Boom. Suck it laziness.
Anyways. ReMarkable is light, really thin, and looks cool if you’re traveling.
Have you ever wanted to feel important? Pull out a remarkable while in an airport. People notice…
Best Apple Note Taking Tablet
Apple iPad Air 2020
|Processor||A14 Bionic chip with Neural Engine|
|Stylus||Compatible, Not Included|
|Display||10.9-inch Liquid Retina display|
|Camera||Rear: 12MP | Front: 7MP|
|Operating System||IPad OS|
|Battery life||Up to 10 hours|
|Smart Keyboard Compatibility||Yes|
Light, great storage, and relatively inexpensive (for Apple products). You can expect good products from Apple, especially since they invested heavily in the tablet space early on.
Normally, I try to only include Apple products if they’re within a reasonable price range. Ain’t nobody got time for a $1,500 tablet.
Apple has done a good job with the iPad Air. The screen technology features Liquid Retina display which basically means you’ll see every pore on your face.
For note taking though, it has solid performance. The only thing to pay attention to with these types of tablets are the palm rejection. You’ll need to learn how to write without touching your palms on screen.
Beyond frustrating if you’re the type of person who gets ink on their hands from writing.
Battery is incredibly robust, and lasts up to 10 hours without a charge. Just know that after 2 years planned obsolescence will happen and your battery will be shot.
If you use Apple devices, and want to stay with them, choose the Apple iPad Air.
Best Android Note Taking Tablet
Lenovo Tab M10
|Standing screen display size||10.1 Inches|
|Screen Resolution||1280 x 800 pixels|
|Max Screen Resolution||1280 x 800|
|Wireless Type||802.11a/b/g/n/ac, 802.11a/b/g/n, 802.11abg, 802.11a|
|Average Battery Life (in hours)||9 Hours|
For those who have Android-based devices, you’ll want to get the Lenovo Tab M10. You’ll enjoy the functionality, and it runs on a quad-core processor which is fast.
The screen is relatively large, at 10 inches, giving you a lot of room to work. Plus, it’s cheap at only $200 for the tablet.

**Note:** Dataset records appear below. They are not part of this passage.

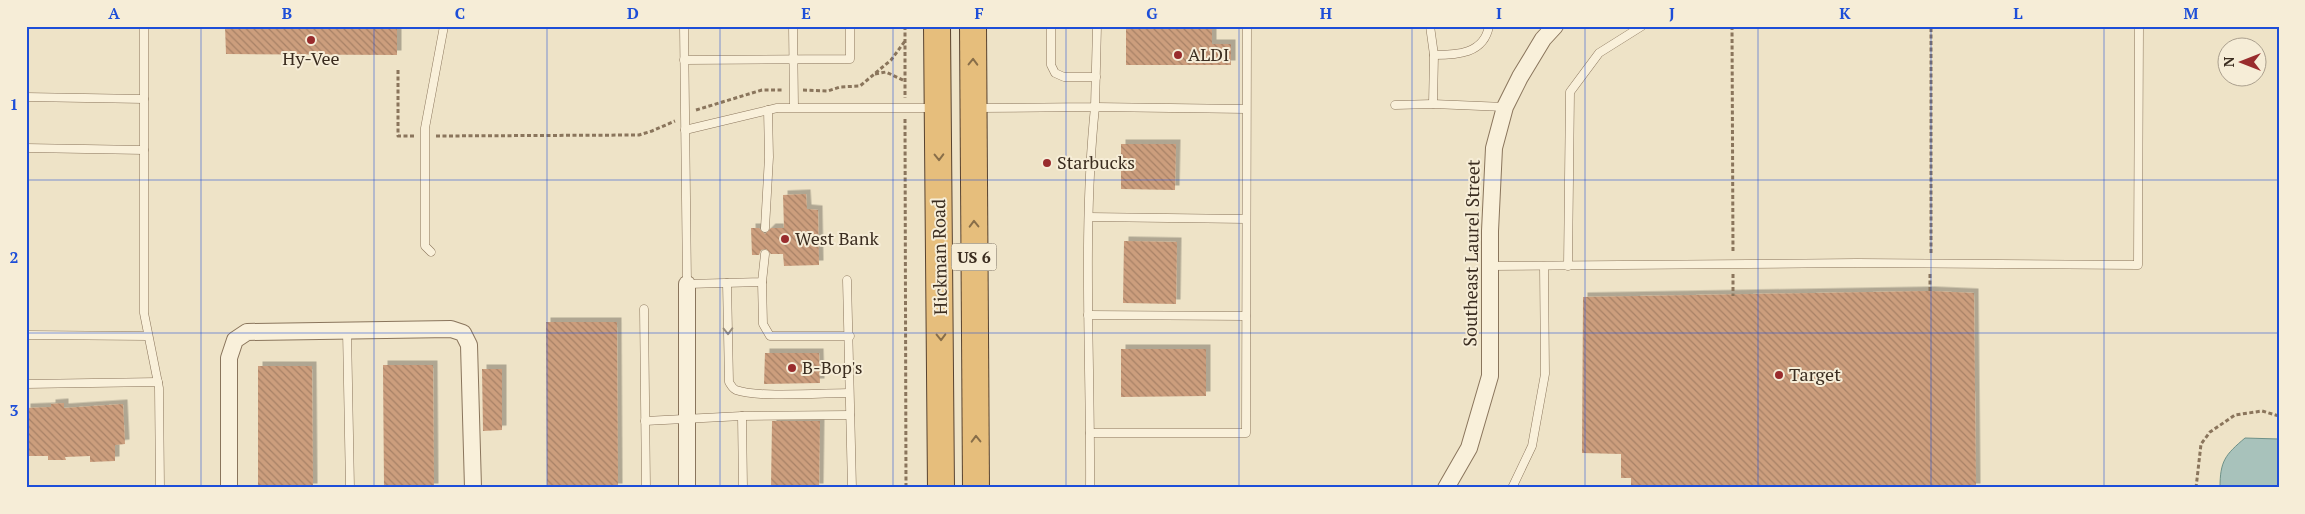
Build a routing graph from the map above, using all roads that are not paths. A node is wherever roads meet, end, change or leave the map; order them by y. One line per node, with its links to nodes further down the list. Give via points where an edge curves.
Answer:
1 (144, 26): 21 (lane)
2 (444, 26): 37 (lane, via 425,136 425,246)
3 (684, 26): 18 (lane)
4 (794, 26): 17 (lane)
5 (850, 26): 17 (lane, via 850,59)
6 (937, 26): 26 (highway, Hickman Road / US 6)
7 (973, 26): 27 (highway, Hickman Road / US 6, one-way to 7)
8 (1051, 26): 19 (lane, via 1051,65 1055,73 1064,77)
9 (1097, 26): 19 (lane)
10 (1248, 26): 29 (lane)
11 (1430, 26): 16 (lane)
12 (1489, 26): 16 (lane, via 1484,41 1474,49 1462,54)
13 (1554, 26): 28 (street, Southeast Laurel Street, via 1543,38)
14 (1642, 26): 41 (lane, via 1599,53 1570,92)
15 (2139, 26): 41 (lane, via 2138,265)
16 (1434, 55): 22 (lane)
17 (794, 59): 18 (lane); 24 (lane)
18 (684, 60): 31 (lane)
19 (1096, 77): 25 (lane)
20 (26, 97): 21 (lane)
21 (144, 99): 33 (lane)
22 (1433, 104): 23 (lane); 28 (lane)
23 (1395, 105)
24 (794, 107): 26 (lane); 30 (lane)
25 (1095, 107): 27 (lane); 29 (lane); 34 (lane, via 1089,162)
26 (938, 108): 69 (highway, Hickman Road / US 6, one-way to 69)
27 (973, 108): 70 (highway, Hickman Road / US 6, one-way to 27)
28 (1504, 108): 39 (street, Southeast Laurel Street, via 1494,148)
29 (1246, 109): 35 (lane)
30 (768, 110): 31 (lane); 36 (lane)
31 (685, 130): 45 (lane)
32 (26, 148): 33 (lane)
33 (144, 150): 51 (lane, via 144,313)
34 (1089, 217): 35 (lane); 47 (lane)
35 (1246, 219): 48 (lane)
36 (765, 228)
37 (431, 252)
38 (765, 254): 43 (lane)
39 (1490, 266): 40 (lane); 72 (street, Southeast Laurel Street, via 1490,376 1469,448)
40 (1544, 266): 41 (lane); 73 (lane, via 1545,374 1532,446)
41 (1568, 266)
42 (847, 280): 52 (lane)
43 (762, 282): 44 (lane); 52 (lane, via 763,324 770,336)
44 (727, 283): 45 (lane); 55 (lane, one-way to 55, via 729,382 734,389 772,394)
45 (687, 284): 58 (street)
46 (644, 308): 59 (lane)
47 (1088, 315): 48 (lane); 60 (lane)
48 (1246, 316): 60 (lane, via 1246,433)
49 (347, 331): 62 (street, via 247,332 235,340 229,358); 63 (lane); 64 (street, via 451,329 463,333 469,345)
50 (26, 335): 51 (lane)
51 (148, 336): 53 (lane)
52 (850, 336): 55 (lane)
53 (158, 382): 54 (lane); 61 (lane)
54 (26, 384)
55 (849, 393): 56 (lane)
56 (850, 415): 57 (lane); 68 (lane)
57 (742, 416): 58 (lane); 67 (lane)
58 (687, 420): 59 (lane); 66 (street)
59 (645, 421): 65 (lane)
60 (1090, 433): 71 (lane)
61 (160, 488)
62 (229, 488)
63 (350, 488)
64 (473, 488)
65 (646, 488)
66 (687, 488)
67 (743, 488)
68 (852, 488)
69 (941, 488)
70 (976, 488)
71 (1090, 488)
72 (1446, 488)
73 (1512, 488)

It comes with everything you can expect for a computer. Things like Bluetooth, WiFi, wireless keyboard, etc.
It’s thin, light, and travels well. Plus it has an audio jack for your headphones so you don’t have to worry about your wireless headphones dying on you.
The battery life lasts for 9 hours before you need to charge it.
If you’re on a budget, and work with Androids, this tablet will work wonders.
Best Windows Tablet For Note Taking
Microsoft Surface Go 2
Microsoft has put a lot of R&D effort into developing a competitive tablet. They even have a lucrative contract with the NFL for their Surface tablets. That tells you something. Wink. Wink.
The Surface Go 2 boasts a relatively large touchscreen of 10.5 inches. You can even use all 10 fingers on the multi-touch responsive screen, but if you’re taking notes it might be overkill.
You can choose between 4GB or 8GB RAM for your drive, I would recommend the 8GB to maintain speed.
Best part about being on Windows is the access to OneDrive or Google Drive for your docs. It’s much easier to integrate into a Windows tablet compared to other devices. Speaking of which, I would highly recommend a cloud service for your files.
Battery life is pretty good also. It supports 10 hours of use.